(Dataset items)
------------

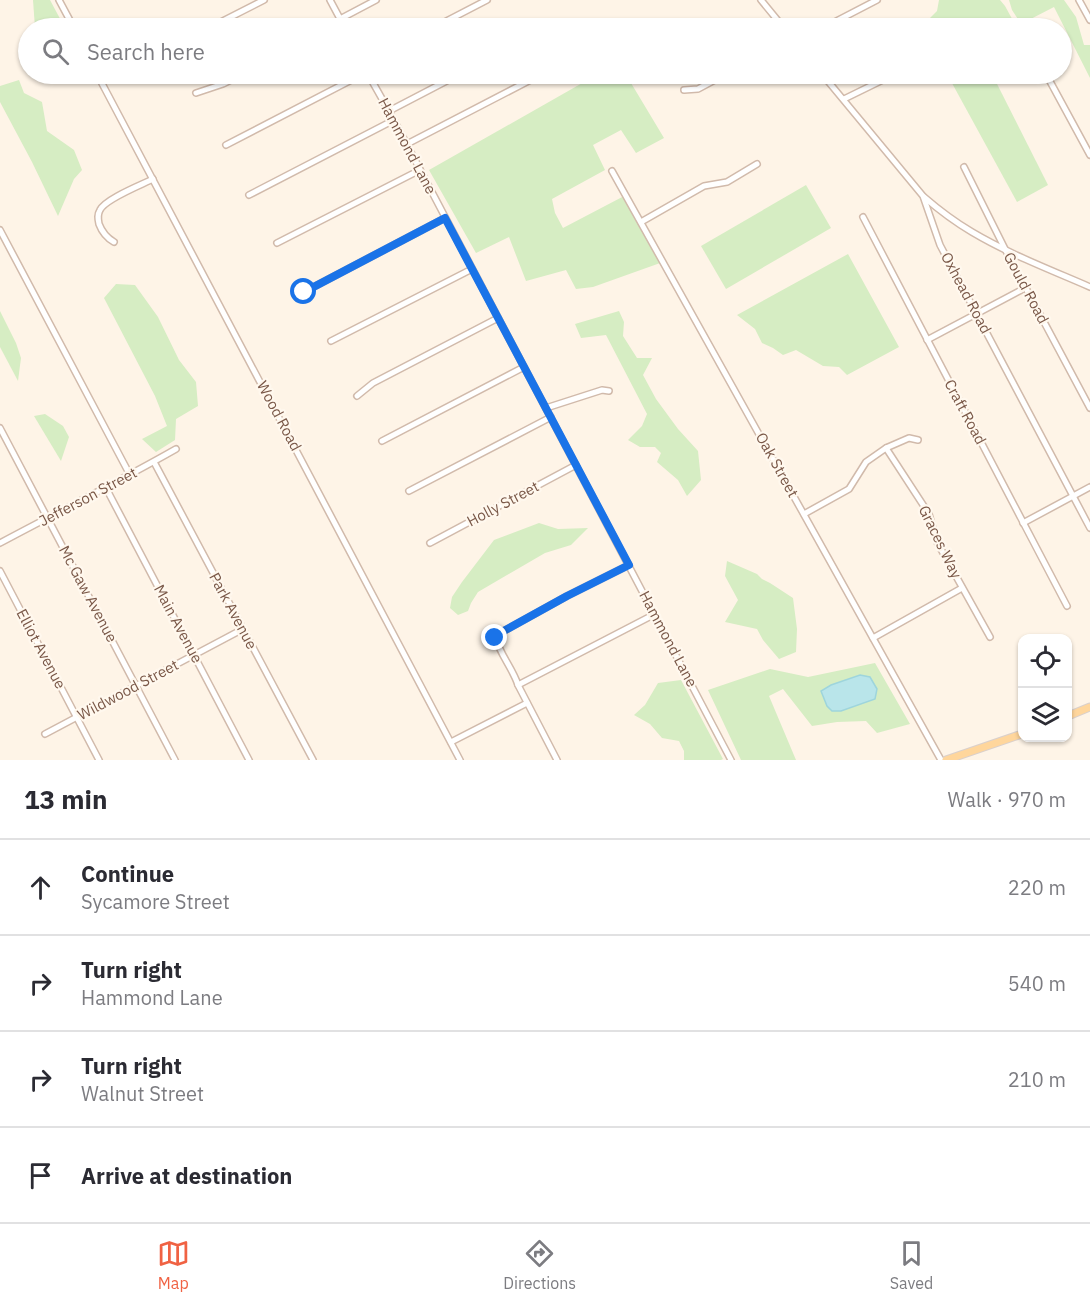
<!DOCTYPE html>
<html lang="en">
<head>
<meta charset="utf-8">
<style>
	body { margin:0; font-family:"IBM Plex Sans",sans-serif; background:#f7f7f7; color:#2b2b33 }
	.controls { position:absolute; right:18px; bottom:18px; display:grid; overflow:hidden; border-radius:12px; box-shadow:0 2px 4px #0004 }
	.controls button { width:54px; height:54px; display:grid; place-items:center; padding:0; border:0; border-bottom:2px solid #e1e1e2; background:#fff; color:#2b2b33; font:30px sans-serif }
	.stop { position:absolute; width:18px; height:18px; margin:-14px; border:4px solid #1a73e8; border-radius:50%; background:#fff }
	.stop.end { background:#1a73e8; border-color:#fff; box-shadow:0 2px 6px #0008 }
	.list { margin:0; padding:0; list-style:none }
	h2 { display:flex; justify-content:space-between; align-items:center; height:78px; margin:0; padding:0 24px; font-size:26px }
	h2 small { font-size:20px; font-weight:400; color:#7c7c81 }
	.list li { display:grid; grid-template-columns:39px 1fr auto; gap:18px; align-items:center; box-sizing:border-box; height:96px; padding:0 24px; border-top:2px solid #e1e1e2 }
	.list b { display:block; font-size:22px; white-space:nowrap }
	.list p { margin:0; font-size:20px; white-space:nowrap; color:#7c7c81 }
	.list em { font-size:20px; font-style:normal; color:#7c7c81 }
	.icon { flex:none; width:33px; height:33px; fill:none; stroke:currentColor; stroke-width:2; stroke-linecap:round; stroke-linejoin:round }
	.map { position:relative; flex:none; width:1090px; height:760px; overflow:hidden }
	.search { position:absolute; background:#fff; box-shadow:0 2px 4px #0004; left:18px; right:18px; top:18px; height:66px; display:flex; align-items:center; gap:15px; box-sizing:border-box; padding:0 21px; border-radius:33px; color:#7c7c81; font-size:22px }
	.sheet { height:462px; background:#fff }
	nav { display:flex; justify-content:space-around; align-items:center; box-sizing:border-box; height:84px; border-top:2px solid #e1e1e2; background:#fff; font-size:16px; color:#7c7c81 }
	nav a { display:grid; justify-items:center; gap:3px }
	nav .on { color:#f06243 }
	.map>svg:first-child { display:block }
	.green { fill:#d6edc3; fill-rule:evenodd }
	.water { fill:#b9e5ea; stroke:#9ed5dc; stroke-width:1.5 }
	.lines { fill:none; stroke-linecap:round; stroke-linejoin:round }
	.minor-casing { stroke:#d1baab; stroke-width:8 }
	.major-casing { stroke:#dad0cc; stroke-width:9 }
	.minor { stroke:#fff; stroke-width:5 }
	.major { stroke:#ffd69c; stroke-width:7 }
	.route { stroke:#1a73e8; stroke-width:8 }
	.labels { text-anchor:middle; stroke-width:4.5; stroke-linejoin:round; paint-order:stroke }
	.street-label { font-size:15px; fill:#7a5848; stroke:#fff8ee }
</style>
</head>
<body>
<div class="map">
<svg width="1090" height="760" viewBox="0 0 1090 760">
	<rect width="100%" height="100%" fill="#fef4e7"/>
	<g class="green">
		<path d="M33 0H50L65 28H35Z"/>
		<path d="M939 0H1000L1005 6 1016 26 1012 28H922L921 27 937 11Z"/>
		<path d="M1009 0H1064L1076 17 1084 45H1090V78L1054 7 1021 24 1012 10Z"/>
		<path d="M580 74H623L628 78 664 138 636 153 621 130 593 145 605 170 552 199 555 213 563 228 626 195 663 262 593 287 576 289 566 270 526 281 509 237 476 253 429 170 584 82Z"/>
		<path d="M947 74H992L1048 185 1017 202Z"/>
		<path d="M19 80 24 93 42 102 47 131 74 150 82 170 74 179 58 216 32 162 0 102V86Z"/>
		<path d="M806 185 831 228 726 289 701 246Z"/>
		<path d="M848 254 899 347 847 375 839 367 823 366 796 350 783 355 773 348 762 343 755 329 737 315Z"/>
		<path d="M116 284 135 285 158 317 179 360 196 382 198 406 176 419 175 440 156 452 142 439 167 426 155 396 104 298Z"/>
		<path d="M0 311 16 343 21 358 18 381 0 347Z"/>
		<path d="M619 311 624 322 623 336 637 358H652L643 375 656 399 678 429 698 451 701 480 687 496 678 480 657 462 661 453 655 447H640L628 440 642 426 647 414 606 335 581 338 575 324Z"/>
		<path d="M45 414 63 426 69 437 61 461 34 416Z"/>
		<path d="M539 523 558 529 588 528 571 545 545 553 478 592 471 603 468 611 458 615 450 608 452 597 462 582 494 540Z"/>
		<path d="M727 561 757 574 762 579 770 583 793 598 797 629 796 652 779 659 763 640 757 629 725 622 738 600 725 576Z"/>
		<path d="M875 663 910 724 877 733 866 721 837 722 812 726 783 689 769 696 796 760H741L708 690 770 669 808 677ZM860 675 870 677 841 711H832L827 706 831 685Z"/>
		<path d="M681 680 723 759 721 760H684V751L679 741 662 738 650 724 634 715 645 705 658 683Z"/>
	</g>
	<path class="water" d="M860 675 870 677 877 689 875 699 841 711H832L827 706 821 691 831 685Z"/>
	<g class="lines">
		<defs>
			<g id="minor">
				<path d="M59 0 74 28"/>
				<path d="M330 0 345 28"/>
				<path d="M761 0 784 28"/>
				<path d="M1079 0 1090 20"/>
				<path d="M340 19 376 0"/>
				<path d="M1021 26 1022 28"/>
				<path d="M209 28 264 0"/>
				<path d="M329 28 341 22"/>
				<path d="M433 28 487 0"/>
				<path d="M823 28 877 0"/>
				<path d="M97 74 460 760"/>
				<path d="M368 74 394 120 731 760"/>
				<path d="M822 74 923 196 940 245 1090 528"/>
				<path d="M1046 74 1090 155"/>
				<path d="M684 90 698 89 726 74"/>
				<path d="M196 93 223 84 243 74"/>
				<path d="M844 99 895 74"/>
				<path d="M389 111 460 74"/>
				<path d="M407 144 542 74"/>
				<path d="M226 145 363 74"/>
				<path d="M964 167 1005 249 1090 408"/>
				<path d="M612 171 941 760"/>
				<path d="M249 195 394 120"/>
				<path d="M924 197C939 210 955 222 972 232 1009 254 1051 270 1090 287"/>
				<path d="M863 217 1067 606"/>
				<path d="M641 222 704 186 727 182 757 164"/>
				<path d="M0 230 130 475"/>
				<path d="M114 242C107 238 102 232 99 224 98 219 97 215 100 210 105 199 141 185 153 179"/>
				<path d="M277 243 420 170"/>
				<path d="M304 292 445 218"/>
				<path d="M927 340 1025 288"/>
				<path d="M331 341 472 269"/>
				<path d="M357 396 373 383 498 318"/>
				<path d="M546 408 602 390 609 391"/>
				<path d="M0 428 175 760"/>
				<path d="M382 441 524 367"/>
				<path d="M886 448 929 514 937 542 990 637"/>
				<path d="M154 462 313 760"/>
				<path d="M106 488 249 760"/>
				<path d="M409 491 551 417"/>
				<path d="M804 514 849 489 866 462 886 448 909 438 918 440"/>
				<path d="M1023 523 1090 487"/>
				<path d="M0 543C58 512 118 482 176 449"/>
				<path d="M430 543 576 465"/>
				<path d="M0 571 99 760"/>
				<path d="M873 638 962 588"/>
				<path d="M518 685 655 614"/>
				<path d="M45 734 243 629"/>
				<path d="M451 742 527 703"/>
				<path d="M557 760 518 685C513 669 499 653 495 636L567 596 629 565"/>
			</g>
			<g id="major">
				<path d="M1068 716 1090 707"/>
				<path d="M946 760 1022 734"/>
			</g>
		</defs>
		<use href="#minor" class="minor-casing"/>
		<use href="#major" class="major-casing"/>
		<use href="#minor" class="minor"/>
		<use href="#major" class="major"/>
	</g>
	<g class="lines">
		<path class="route" d="M304 292 445 218 629 565 567 596 500 633 495 638"/>
	</g>
	<g class="labels">
		<g class="street-label">
			<text transform="translate(407 146) rotate(62)" y="5">Hammond Lane</text>
			<text transform="translate(1026 288) rotate(62)" y="5">Gould Road</text>
			<text transform="translate(966 293) rotate(62)" y="5">Oxhead Road</text>
			<text transform="translate(965 412) rotate(62)" y="5">Craft Road</text>
			<text transform="translate(279 416) rotate(62)" y="5">Wood Road</text>
			<text transform="translate(777 465) rotate(61)" y="5">Oak Street</text>
			<text transform="translate(88 497) rotate(-28)" y="5">Jefferson Street</text>
			<text transform="translate(503 504) rotate(-28)" y="5">Holly Street</text>
			<text transform="translate(940 542) rotate(64)" y="5">Graces Way</text>
			<text transform="translate(88 594) rotate(62)" y="5">Mc Gaw Avenue</text>
			<text transform="translate(233 611) rotate(62)" y="5">Park Avenue</text>
			<text transform="translate(178 624) rotate(62)" y="5">Main Avenue</text>
			<text transform="translate(668 639) rotate(62)" y="5">Hammond Lane</text>
			<text transform="translate(41 649) rotate(62)" y="5">Elliot Avenue</text>
			<text transform="translate(128 690) rotate(-28)" y="5">Wildwood Street</text>
		</g>
	</g>
</svg>
<div class="controls">
<button><svg class="icon" aria-label="locate" viewBox="0 0 24 24"><circle cx="12" cy="12" r="6"/><path d="M12 2v4M12 18v4M2 12h4M18 12h4"/></svg></button>
<button><svg class="icon" aria-label="layers" viewBox="0 0 24 24"><path d="M12 4l9 5-9 5-9-5zM3 14l9 5 9-5"/></svg></button>
</div>
<div class="stop" style="left:304px;top:292px"></div>
<div class="stop end" style="left:495px;top:638px"></div>
<div class="search"><svg class="icon" aria-label="search" viewBox="0 0 24 24"><circle cx="10" cy="10" r="6"/><path d="M15 15l6 6"/></svg>Search here</div>
</div>
<section class="sheet">
<h2>13 min<small>Walk · 970 m</small></h2>
<ul class="list">
<li><svg class="icon" aria-label="ahead" viewBox="0 0 24 24"><path d="M12 20V5M6 11l6-6 6 6"/></svg><div><b>Continue</b><p>Sycamore Street</p></div><em>220 m</em></li>
<li><svg class="icon" aria-label="right" viewBox="0 0 24 24"><path d="M7 20v-9h11M14 6l5 5-5 5"/></svg><div><b>Turn right</b><p>Hammond Lane</p></div><em>540 m</em></li>
<li><svg class="icon" aria-label="right" viewBox="0 0 24 24"><path d="M7 20v-9h11M14 6l5 5-5 5"/></svg><div><b>Turn right</b><p>Walnut Street</p></div><em>210 m</em></li>
<li><svg class="icon" aria-label="arrive" viewBox="0 0 24 24"><path d="M6 21V4h12l-3 4 3 4H6"/></svg><div><b>Arrive at destination</b></div></li>
</ul>
</section>
<nav>
<a class="on"><svg class="icon" aria-label="map" viewBox="0 0 24 24"><path d="M3 6l6-2 6 2 6-2v14l-6 2-6-2-6 2zM9 4v14M15 6v14"/></svg>Map</a>
<a><svg class="icon" aria-label="directions" viewBox="0 0 24 24"><path d="M12 3l9 9-9 9-9-9zM9 14v-3h6M13 9l2 2-2 2"/></svg>Directions</a>
<a><svg class="icon" aria-label="saved" viewBox="0 0 24 24"><path d="M7 4h10v16l-5-4-5 4z"/></svg>Saved</a>
</nav>
</body>
</html>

------------

--- WHAT THE TASK REQUIRES ---
Search the entries for the word "hidden". Copy every line where it occurs.

--- TASK RESULT ---
	.controls { position:absolute; right:18px; bottom:18px; display:grid; overflow:hidden; border-radius:12px; box-shadow:0 2px 4px #0004 }
	.map { position:relative; flex:none; width:1090px; height:760px; overflow:hidden }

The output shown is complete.